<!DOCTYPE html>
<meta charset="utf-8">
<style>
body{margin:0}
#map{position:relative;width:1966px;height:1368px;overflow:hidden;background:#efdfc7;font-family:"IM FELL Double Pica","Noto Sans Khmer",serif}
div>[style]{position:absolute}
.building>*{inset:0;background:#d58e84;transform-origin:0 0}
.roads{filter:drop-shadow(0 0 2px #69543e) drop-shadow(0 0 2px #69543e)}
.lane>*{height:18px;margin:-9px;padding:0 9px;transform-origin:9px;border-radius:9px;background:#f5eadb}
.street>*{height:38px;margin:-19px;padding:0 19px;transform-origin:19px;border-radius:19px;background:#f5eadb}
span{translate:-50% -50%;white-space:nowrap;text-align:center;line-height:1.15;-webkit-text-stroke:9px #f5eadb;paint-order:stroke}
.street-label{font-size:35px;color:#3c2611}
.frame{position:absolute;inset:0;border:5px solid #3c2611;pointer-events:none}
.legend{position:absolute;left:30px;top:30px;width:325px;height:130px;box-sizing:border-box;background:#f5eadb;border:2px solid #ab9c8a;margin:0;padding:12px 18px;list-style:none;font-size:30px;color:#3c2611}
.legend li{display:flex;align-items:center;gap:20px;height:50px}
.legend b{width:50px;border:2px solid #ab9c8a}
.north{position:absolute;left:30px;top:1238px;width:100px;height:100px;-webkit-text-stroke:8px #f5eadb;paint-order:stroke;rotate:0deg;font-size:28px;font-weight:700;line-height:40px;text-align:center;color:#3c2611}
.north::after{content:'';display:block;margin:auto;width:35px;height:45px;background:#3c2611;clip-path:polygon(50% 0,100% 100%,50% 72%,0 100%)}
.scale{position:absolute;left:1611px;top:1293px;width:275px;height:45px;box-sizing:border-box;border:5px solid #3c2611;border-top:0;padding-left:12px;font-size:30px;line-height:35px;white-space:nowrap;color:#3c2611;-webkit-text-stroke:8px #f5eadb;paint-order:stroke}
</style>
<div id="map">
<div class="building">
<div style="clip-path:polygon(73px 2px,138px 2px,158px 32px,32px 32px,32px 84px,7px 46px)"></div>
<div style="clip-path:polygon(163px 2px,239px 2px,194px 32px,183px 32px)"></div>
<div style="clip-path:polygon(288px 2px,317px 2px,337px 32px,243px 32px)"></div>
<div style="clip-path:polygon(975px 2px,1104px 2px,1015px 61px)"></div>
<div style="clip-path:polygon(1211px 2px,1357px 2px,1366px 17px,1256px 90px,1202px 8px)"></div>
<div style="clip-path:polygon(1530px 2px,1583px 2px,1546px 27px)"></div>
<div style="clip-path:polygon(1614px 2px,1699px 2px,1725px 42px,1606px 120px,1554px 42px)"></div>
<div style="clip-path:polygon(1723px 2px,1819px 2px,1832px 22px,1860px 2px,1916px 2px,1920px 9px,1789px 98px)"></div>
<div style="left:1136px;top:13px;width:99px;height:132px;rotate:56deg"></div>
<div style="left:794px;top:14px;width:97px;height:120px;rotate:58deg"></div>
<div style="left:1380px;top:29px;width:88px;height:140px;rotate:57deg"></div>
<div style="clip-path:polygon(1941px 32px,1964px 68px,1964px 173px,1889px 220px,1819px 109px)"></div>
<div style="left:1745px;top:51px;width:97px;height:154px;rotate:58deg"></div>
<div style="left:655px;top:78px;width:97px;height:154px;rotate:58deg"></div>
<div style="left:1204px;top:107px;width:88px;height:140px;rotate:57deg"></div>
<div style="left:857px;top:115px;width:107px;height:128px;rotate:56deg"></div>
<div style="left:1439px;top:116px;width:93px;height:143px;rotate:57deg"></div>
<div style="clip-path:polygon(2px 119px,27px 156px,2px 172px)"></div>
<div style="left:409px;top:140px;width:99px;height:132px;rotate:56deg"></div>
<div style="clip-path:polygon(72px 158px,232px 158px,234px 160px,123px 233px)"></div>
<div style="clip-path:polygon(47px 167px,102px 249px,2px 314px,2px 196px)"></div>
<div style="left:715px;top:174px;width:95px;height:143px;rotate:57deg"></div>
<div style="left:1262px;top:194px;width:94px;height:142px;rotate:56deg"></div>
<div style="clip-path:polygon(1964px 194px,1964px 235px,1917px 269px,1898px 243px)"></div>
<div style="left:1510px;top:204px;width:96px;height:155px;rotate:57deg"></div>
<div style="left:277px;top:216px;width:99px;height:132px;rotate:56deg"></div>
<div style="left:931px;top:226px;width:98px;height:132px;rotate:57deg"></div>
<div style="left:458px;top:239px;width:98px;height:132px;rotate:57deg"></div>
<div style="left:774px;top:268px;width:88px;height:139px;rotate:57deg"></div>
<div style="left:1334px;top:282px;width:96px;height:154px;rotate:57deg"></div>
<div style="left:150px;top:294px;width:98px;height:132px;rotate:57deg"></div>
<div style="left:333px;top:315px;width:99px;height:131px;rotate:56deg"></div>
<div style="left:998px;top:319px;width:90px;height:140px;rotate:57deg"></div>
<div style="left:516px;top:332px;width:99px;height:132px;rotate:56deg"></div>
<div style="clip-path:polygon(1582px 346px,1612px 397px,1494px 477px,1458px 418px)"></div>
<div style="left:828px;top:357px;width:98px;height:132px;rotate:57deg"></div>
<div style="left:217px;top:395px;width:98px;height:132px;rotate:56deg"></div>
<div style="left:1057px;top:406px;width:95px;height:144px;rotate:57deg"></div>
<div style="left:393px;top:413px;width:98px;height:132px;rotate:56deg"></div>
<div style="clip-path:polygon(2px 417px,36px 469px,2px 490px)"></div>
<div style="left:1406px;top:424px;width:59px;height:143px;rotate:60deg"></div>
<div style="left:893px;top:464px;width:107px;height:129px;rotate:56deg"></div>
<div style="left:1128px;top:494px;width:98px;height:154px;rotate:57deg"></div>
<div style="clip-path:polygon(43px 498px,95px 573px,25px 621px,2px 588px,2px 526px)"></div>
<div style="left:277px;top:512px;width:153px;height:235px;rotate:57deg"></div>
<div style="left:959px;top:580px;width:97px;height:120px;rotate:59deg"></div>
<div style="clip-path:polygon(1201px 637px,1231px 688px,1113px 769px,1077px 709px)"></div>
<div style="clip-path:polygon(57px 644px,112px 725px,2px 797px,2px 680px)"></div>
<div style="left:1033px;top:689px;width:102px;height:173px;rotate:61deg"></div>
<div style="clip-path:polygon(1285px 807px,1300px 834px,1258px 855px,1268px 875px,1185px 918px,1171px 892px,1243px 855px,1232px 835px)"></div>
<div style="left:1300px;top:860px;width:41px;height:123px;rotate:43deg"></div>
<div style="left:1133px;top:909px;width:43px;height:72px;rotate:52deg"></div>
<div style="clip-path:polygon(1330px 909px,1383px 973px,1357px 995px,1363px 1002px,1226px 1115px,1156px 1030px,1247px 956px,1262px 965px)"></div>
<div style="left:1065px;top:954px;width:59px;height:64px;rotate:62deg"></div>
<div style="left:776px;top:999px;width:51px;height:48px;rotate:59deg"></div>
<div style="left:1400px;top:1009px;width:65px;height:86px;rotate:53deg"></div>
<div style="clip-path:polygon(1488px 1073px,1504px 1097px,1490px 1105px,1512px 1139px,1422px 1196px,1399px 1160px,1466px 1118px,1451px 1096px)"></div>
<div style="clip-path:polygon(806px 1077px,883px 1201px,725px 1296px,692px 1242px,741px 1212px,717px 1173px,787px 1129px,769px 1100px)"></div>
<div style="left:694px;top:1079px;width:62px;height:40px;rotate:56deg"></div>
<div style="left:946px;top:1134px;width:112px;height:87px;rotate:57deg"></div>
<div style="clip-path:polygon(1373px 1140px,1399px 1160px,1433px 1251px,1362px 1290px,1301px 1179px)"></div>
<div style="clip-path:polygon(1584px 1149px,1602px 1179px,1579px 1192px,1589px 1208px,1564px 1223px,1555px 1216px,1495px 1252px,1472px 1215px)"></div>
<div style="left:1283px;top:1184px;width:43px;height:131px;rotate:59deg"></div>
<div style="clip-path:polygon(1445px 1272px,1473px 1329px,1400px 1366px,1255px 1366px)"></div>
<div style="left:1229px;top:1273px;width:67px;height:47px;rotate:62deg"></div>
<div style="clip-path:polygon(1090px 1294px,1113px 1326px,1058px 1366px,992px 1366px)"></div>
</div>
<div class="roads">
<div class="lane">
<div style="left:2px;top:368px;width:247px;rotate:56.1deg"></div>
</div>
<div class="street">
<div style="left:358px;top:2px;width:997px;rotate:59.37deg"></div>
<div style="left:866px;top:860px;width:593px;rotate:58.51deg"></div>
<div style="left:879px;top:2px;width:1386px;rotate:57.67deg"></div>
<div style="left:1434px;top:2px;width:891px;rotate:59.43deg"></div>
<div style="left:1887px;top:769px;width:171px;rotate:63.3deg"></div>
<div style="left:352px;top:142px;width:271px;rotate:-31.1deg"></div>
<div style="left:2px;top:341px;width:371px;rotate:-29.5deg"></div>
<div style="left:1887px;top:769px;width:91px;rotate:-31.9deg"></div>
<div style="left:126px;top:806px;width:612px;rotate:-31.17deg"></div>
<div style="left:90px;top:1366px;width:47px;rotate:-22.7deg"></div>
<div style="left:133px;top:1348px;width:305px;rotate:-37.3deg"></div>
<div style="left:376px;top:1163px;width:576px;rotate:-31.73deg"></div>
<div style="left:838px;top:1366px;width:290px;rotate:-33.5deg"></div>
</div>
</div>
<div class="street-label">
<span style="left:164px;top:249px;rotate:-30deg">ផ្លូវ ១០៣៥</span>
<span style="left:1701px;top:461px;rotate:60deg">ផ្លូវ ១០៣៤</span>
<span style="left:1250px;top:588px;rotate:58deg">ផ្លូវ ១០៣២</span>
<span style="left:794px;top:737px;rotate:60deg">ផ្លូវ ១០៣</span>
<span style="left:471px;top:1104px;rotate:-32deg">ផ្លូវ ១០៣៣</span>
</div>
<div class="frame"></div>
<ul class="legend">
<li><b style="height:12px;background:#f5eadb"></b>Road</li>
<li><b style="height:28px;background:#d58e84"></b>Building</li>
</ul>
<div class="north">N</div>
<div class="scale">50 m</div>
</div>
+++
Return a word-for-word copy of the lines from the beginning of the listing to the line holding "2px #69543e) drop-shadow(0", both kept.

SOLUTION:
<!DOCTYPE html>
<meta charset="utf-8">
<style>
body{margin:0}
#map{position:relative;width:1966px;height:1368px;overflow:hidden;background:#efdfc7;font-family:"IM FELL Double Pica","Noto Sans Khmer",serif}
div>[style]{position:absolute}
.building>*{inset:0;background:#d58e84;transform-origin:0 0}
.roads{filter:drop-shadow(0 0 2px #69543e) drop-shadow(0 0 2px #69543e)}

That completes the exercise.